The following recommendations are based on discussions with the EGSH Program Board and the PhD Council in 2014.
1. Agree on the division of labour, the expectations about co-authorship and author order beforehand as much as possible, and make it part of the teaching and supervision plan that you sign with your PhD candidate.
2. In case of a joint publication that will be part of the PhD thesis, the PhD candidate should be the first author because the thesis should testify to his or her ability to conduct research in a largely independent manner.
3. Take into consideration who did most of the work:
It is fair practice to list the authors in the order of who did most of the work. In case of an equal division of labour, the order can be simply alphabetical, but then make sure you include a footnote that says the order does not reflect a difference in contribution.

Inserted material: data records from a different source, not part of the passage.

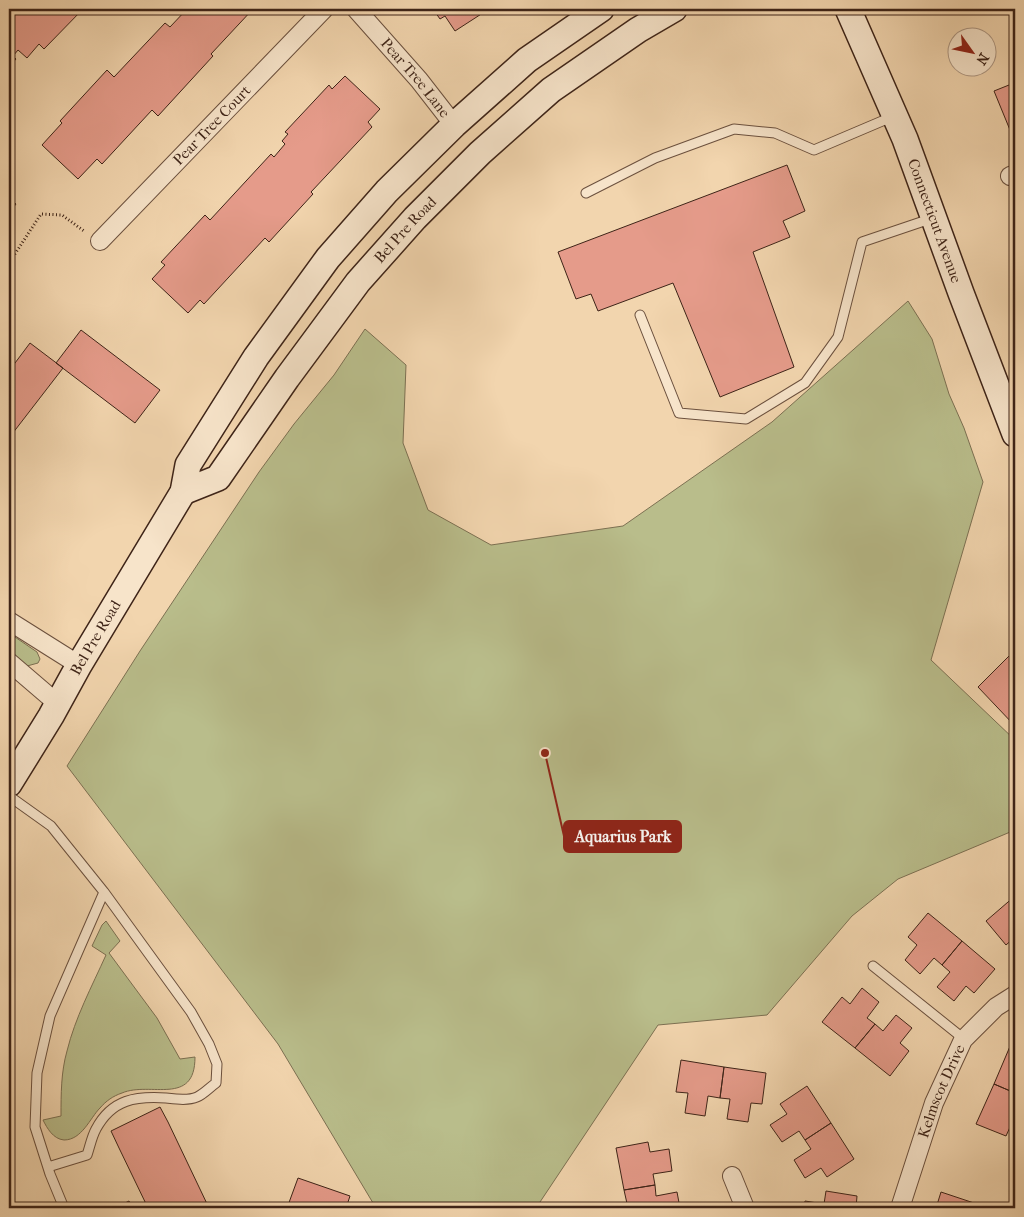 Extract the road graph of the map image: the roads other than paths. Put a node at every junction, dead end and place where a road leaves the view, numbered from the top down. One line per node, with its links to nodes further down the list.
1 (324, 9): 10 (street, Pear Tree Court)
2 (356, 9): 7 (street, Pear Tree Lane)
3 (601, 9): 7 (main road, Bel Pre Road)
4 (674, 9): 13 (main road, Bel Pre Road)
5 (848, 9): 6 (main road, Connecticut Avenue)
6 (895, 116): 8 (lane); 9 (main road, Connecticut Avenue)
7 (454, 125): 13 (main road, Bel Pre Road)
8 (586, 193)
9 (934, 218): 11 (lane); 12 (main road, Connecticut Avenue)
10 (102, 240)
11 (640, 315)
12 (1015, 434)
13 (182, 492): 16 (main road, Bel Pre Road)
14 (9, 621): 16 (street)
15 (9, 662): 17 (street)
16 (79, 665): 17 (main road, Bel Pre Road)
17 (58, 704): 18 (main road, Bel Pre Road)
18 (9, 784)
19 (9, 796): 20 (lane)
20 (104, 892): 24 (lane); 24 (lane)
21 (873, 966): 23 (lane)
22 (1015, 996): 23 (street, Kelmscot Drive)
23 (964, 1039): 28 (street, Kelmscot Drive)
24 (48, 1167): 26 (lane)
25 (732, 1176): 27 (street)
26 (64, 1208)
27 (745, 1208)
28 (900, 1208)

4. It is common and fair practice to include the supervisor in publications of the PhD candidate:
a. If the supervisor defined the project and acquired the grant for the PhD position;
b. If the PhD candidate is using data collected by the supervisor.
In those cases the supervisor is usually listed as the second or last author.
5. If the PhD candidate defined her or his own research topic, the inclusion of the supervisor as a co-author in publications should depend on the quantity and quality of the contribution:
a. If the supervisor did not contribute to the specific article, inclusion as an author is unwarranted;
b. If the supervisor’s contribution did not exceed normal supervision tasks, inclusion is unwarranted;
c. If the supervisor contributed an original question, idea or concept, inclusion as a second or last author is fair.
6. Supervisors need to include PhD candidates as authors in their publications when:
a. They base their writing on the data collected independently by the PhD candidate;
b. The PhD candidate contributed significantly to theory and concept development;
c. The PhD candidate effectively wrote sections of the article.
7. In case of doubt, the supervisor and PhD candidate should discuss the problem and try to resolve it. They could ask for advice from the relevant faculty or board. A PhD candidate who feels she or he has been treated unfairly in this respect, can ask advice from the EGSH confidential counsellor.